Records contained in a dataset

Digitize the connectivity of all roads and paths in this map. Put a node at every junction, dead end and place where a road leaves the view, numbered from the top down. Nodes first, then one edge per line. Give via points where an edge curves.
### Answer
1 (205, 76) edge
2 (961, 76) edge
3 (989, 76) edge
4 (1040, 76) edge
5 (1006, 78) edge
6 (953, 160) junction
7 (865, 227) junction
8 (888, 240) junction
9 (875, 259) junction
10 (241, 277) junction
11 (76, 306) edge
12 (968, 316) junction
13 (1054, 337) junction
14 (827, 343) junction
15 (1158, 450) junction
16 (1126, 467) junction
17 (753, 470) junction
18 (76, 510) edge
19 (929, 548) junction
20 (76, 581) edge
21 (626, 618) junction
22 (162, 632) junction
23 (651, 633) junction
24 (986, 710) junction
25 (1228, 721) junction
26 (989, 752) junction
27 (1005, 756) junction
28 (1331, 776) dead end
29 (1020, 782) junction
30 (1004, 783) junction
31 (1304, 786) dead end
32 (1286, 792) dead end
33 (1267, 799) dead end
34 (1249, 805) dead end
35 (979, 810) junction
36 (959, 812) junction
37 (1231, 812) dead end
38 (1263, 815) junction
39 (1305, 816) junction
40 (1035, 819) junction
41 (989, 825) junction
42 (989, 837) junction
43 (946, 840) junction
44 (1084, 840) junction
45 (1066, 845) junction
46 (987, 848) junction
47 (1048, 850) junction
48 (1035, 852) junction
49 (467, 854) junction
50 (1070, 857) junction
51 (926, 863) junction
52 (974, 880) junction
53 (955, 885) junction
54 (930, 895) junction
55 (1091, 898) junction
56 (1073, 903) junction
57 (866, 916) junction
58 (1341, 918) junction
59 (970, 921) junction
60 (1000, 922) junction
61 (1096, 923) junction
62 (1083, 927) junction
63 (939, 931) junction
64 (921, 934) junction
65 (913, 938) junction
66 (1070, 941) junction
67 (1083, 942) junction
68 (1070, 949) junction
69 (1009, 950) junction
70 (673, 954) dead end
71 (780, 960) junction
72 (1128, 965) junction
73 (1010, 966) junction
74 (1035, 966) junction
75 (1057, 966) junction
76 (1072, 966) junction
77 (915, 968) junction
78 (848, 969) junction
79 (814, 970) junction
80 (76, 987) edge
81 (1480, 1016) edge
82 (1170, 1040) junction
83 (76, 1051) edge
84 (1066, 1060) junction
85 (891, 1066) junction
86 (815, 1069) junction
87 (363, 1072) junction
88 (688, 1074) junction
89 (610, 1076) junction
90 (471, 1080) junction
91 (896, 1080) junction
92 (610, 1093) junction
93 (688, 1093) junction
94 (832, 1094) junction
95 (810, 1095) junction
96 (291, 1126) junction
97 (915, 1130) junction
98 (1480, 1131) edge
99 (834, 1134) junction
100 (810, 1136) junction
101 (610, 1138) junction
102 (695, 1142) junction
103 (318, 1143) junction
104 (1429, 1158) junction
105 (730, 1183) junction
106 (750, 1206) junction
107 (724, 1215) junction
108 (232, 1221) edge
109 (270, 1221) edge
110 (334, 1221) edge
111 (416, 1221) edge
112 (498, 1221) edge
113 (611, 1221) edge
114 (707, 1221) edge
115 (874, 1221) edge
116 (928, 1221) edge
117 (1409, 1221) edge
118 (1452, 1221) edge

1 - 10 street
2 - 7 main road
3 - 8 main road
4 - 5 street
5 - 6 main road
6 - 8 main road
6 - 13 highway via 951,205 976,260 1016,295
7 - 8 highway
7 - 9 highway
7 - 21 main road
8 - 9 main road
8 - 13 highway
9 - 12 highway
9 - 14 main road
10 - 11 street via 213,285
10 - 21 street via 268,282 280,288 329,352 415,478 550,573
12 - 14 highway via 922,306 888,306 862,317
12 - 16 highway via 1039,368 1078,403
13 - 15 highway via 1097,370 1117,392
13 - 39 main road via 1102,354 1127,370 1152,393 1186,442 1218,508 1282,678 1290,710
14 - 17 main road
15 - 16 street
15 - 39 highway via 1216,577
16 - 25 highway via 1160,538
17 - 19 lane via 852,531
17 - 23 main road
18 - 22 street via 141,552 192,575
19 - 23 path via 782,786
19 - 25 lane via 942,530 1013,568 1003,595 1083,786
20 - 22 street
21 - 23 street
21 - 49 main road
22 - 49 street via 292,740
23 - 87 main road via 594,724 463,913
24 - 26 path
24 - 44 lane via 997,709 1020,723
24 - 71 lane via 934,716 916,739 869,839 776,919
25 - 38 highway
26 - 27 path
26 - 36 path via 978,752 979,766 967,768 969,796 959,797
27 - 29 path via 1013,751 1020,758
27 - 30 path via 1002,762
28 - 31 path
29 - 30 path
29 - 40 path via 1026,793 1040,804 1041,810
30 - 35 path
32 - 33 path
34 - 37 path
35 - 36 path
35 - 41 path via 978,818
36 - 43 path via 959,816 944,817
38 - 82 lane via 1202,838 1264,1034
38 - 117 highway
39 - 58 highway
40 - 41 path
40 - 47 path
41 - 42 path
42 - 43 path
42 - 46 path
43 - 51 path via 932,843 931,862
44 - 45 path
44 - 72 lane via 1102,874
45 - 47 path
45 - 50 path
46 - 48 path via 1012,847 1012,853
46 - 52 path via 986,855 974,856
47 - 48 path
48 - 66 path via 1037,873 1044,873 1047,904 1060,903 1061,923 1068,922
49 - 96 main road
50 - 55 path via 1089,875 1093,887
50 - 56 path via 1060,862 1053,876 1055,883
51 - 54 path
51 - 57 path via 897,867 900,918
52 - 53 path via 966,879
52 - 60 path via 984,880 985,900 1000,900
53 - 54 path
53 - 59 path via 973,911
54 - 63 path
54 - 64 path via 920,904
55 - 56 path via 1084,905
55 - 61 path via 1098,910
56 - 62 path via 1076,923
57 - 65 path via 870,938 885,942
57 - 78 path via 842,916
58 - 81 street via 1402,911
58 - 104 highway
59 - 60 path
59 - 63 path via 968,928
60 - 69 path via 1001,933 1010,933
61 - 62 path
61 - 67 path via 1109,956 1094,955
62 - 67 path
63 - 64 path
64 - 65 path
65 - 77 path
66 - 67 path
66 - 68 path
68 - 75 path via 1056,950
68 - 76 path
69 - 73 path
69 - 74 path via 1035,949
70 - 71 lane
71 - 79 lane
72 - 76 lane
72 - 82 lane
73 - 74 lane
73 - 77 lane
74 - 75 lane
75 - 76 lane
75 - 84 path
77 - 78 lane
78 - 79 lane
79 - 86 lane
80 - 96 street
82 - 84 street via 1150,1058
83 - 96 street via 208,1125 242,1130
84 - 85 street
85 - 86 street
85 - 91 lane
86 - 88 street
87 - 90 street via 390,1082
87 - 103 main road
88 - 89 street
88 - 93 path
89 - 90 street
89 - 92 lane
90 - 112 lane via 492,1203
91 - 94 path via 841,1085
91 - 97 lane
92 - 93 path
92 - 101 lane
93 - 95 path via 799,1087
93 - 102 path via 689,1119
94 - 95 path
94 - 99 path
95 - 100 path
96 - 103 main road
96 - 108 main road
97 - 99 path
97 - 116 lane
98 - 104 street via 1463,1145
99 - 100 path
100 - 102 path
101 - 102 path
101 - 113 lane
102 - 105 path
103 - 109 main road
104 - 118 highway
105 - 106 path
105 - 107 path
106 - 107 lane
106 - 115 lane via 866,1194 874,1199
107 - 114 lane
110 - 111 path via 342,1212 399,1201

▶ INSTRUCTIONS FOR THE TASK
Find the word "dead" in the entries. Copy each line that holds it.

▶ RESPONSE TO THIS EXERCISE
Digitize the connectivity of all roads and paths in this map. Put a node at every junction, dead end and place where a road leaves the view, numbered from the top down. Nodes first, then one edge per line. Give via points where an edge curves.
28 (1331, 776) dead end
31 (1304, 786) dead end
32 (1286, 792) dead end
33 (1267, 799) dead end
34 (1249, 805) dead end
37 (1231, 812) dead end
70 (673, 954) dead end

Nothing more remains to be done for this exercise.